[Saved entries]

-------

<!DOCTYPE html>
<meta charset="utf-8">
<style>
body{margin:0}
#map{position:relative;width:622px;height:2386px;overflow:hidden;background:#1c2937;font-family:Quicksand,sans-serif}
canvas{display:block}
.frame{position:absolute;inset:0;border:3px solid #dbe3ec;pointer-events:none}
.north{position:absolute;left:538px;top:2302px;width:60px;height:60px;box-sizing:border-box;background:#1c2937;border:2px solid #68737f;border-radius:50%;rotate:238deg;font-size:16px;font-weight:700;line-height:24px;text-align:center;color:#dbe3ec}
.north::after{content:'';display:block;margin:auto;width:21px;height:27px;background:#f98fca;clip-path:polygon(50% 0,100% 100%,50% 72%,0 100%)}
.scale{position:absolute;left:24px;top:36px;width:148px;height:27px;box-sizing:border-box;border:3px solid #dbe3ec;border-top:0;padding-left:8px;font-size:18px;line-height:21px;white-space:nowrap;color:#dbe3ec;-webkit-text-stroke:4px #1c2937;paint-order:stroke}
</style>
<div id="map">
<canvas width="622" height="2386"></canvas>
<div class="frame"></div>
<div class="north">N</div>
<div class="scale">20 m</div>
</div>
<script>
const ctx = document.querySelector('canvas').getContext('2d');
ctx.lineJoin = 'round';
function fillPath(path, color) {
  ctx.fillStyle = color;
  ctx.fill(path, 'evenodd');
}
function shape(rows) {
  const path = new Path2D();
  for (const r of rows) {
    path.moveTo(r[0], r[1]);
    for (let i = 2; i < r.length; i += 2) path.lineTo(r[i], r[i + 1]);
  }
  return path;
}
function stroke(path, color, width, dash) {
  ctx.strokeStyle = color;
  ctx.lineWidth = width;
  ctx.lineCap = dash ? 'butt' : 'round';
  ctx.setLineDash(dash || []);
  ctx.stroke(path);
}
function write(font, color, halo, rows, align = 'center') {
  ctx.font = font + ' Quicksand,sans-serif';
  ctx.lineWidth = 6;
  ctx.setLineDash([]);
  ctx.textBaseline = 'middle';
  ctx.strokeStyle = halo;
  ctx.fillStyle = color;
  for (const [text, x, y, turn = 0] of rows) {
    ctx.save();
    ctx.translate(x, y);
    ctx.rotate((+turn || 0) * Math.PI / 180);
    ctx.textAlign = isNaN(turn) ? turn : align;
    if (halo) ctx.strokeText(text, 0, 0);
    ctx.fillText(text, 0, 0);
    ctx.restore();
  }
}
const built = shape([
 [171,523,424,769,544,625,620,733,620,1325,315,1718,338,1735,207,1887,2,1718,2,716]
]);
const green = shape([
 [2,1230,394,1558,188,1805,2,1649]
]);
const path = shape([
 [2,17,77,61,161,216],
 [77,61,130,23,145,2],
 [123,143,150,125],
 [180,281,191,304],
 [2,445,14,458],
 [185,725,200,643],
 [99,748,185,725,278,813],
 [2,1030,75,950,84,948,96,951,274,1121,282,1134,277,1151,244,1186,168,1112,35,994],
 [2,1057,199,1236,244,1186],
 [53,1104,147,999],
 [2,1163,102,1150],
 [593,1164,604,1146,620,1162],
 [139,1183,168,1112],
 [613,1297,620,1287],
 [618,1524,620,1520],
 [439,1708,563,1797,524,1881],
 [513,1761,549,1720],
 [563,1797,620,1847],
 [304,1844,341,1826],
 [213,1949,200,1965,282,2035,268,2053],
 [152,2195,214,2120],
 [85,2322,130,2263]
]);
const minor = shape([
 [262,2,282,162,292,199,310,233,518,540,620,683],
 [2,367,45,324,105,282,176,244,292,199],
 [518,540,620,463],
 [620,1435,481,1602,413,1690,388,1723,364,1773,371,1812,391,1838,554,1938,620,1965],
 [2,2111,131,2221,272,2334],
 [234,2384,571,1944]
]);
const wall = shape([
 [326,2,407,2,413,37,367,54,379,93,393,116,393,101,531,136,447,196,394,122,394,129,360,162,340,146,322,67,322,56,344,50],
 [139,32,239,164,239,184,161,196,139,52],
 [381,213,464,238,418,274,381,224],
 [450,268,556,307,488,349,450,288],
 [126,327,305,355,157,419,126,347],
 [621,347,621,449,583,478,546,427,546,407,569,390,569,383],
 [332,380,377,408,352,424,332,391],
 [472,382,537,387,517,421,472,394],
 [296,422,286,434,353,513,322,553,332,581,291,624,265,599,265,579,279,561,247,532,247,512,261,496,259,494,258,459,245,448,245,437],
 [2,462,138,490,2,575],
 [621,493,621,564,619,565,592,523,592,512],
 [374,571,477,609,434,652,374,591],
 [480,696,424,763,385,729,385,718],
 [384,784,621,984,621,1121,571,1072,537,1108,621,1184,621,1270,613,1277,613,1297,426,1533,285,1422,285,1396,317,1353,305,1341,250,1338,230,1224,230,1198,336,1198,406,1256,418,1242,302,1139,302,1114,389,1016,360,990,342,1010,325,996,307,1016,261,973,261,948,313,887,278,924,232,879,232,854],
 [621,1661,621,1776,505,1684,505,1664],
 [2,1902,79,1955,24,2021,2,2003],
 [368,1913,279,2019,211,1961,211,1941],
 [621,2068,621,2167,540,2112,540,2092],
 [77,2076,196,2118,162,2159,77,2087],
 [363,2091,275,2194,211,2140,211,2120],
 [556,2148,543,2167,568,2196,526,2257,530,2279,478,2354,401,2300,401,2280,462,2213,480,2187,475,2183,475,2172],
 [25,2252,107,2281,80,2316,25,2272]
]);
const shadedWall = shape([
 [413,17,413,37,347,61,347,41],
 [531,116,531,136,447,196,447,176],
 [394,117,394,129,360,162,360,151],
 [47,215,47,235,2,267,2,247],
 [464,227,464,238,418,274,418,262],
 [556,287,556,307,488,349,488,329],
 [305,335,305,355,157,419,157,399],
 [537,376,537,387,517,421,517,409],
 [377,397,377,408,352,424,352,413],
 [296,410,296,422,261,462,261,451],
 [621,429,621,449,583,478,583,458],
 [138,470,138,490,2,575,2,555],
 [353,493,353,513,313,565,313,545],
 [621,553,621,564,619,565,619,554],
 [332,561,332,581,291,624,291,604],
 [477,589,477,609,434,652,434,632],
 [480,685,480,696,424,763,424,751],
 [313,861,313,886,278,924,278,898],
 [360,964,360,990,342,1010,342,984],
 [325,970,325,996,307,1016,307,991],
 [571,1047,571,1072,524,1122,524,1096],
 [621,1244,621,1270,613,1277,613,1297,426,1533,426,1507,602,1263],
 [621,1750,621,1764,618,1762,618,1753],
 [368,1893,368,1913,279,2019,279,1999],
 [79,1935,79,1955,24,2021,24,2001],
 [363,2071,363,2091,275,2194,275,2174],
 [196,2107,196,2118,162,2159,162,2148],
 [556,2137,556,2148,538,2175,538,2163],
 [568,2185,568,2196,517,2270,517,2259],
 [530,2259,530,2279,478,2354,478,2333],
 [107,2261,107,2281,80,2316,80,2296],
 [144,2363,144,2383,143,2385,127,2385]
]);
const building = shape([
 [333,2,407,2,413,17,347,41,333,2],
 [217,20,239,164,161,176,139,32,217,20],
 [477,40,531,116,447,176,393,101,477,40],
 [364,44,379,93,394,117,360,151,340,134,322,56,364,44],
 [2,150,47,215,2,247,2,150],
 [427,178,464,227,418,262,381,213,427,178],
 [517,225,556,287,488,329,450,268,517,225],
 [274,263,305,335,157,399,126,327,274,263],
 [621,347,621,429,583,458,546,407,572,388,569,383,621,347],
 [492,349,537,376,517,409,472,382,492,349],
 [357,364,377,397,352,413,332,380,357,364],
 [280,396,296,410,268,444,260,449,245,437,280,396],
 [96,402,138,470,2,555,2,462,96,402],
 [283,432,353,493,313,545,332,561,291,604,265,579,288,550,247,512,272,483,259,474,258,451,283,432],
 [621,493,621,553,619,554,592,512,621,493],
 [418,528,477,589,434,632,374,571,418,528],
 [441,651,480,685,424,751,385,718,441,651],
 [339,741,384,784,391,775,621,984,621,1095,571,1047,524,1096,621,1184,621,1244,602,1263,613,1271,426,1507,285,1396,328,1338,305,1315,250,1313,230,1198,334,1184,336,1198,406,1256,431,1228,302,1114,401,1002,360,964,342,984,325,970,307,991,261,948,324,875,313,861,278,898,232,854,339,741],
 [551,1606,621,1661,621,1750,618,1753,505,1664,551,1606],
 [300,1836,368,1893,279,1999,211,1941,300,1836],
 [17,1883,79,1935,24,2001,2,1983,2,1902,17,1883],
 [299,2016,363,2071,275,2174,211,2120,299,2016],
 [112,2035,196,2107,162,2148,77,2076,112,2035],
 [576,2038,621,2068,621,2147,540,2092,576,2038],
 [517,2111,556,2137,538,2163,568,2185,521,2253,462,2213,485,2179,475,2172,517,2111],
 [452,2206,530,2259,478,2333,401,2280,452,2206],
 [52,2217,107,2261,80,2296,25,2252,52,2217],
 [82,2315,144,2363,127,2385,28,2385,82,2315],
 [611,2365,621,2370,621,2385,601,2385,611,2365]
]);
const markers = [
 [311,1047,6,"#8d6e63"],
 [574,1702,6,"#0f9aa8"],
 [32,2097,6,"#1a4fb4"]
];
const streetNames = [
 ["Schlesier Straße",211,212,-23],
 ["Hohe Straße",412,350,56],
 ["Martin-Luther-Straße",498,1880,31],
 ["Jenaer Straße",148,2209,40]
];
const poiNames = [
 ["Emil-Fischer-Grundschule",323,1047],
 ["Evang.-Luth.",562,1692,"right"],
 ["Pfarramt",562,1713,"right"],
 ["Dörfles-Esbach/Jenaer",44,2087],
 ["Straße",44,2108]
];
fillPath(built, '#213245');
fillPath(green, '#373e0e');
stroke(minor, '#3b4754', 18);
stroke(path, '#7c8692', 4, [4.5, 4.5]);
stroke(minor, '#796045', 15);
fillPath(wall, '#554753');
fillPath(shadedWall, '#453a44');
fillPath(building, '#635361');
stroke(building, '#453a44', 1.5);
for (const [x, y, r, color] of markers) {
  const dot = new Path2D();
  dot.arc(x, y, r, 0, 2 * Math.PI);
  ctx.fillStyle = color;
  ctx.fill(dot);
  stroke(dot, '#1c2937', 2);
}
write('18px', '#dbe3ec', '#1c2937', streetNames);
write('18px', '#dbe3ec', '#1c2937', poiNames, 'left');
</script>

-------

### YOUR GOAL
Would you filter the entries above and keep each line that has the word "Math"?

### REPLY
    ctx.rotate((+turn || 0) * Math.PI / 180);
  dot.arc(x, y, r, 0, 2 * Math.PI);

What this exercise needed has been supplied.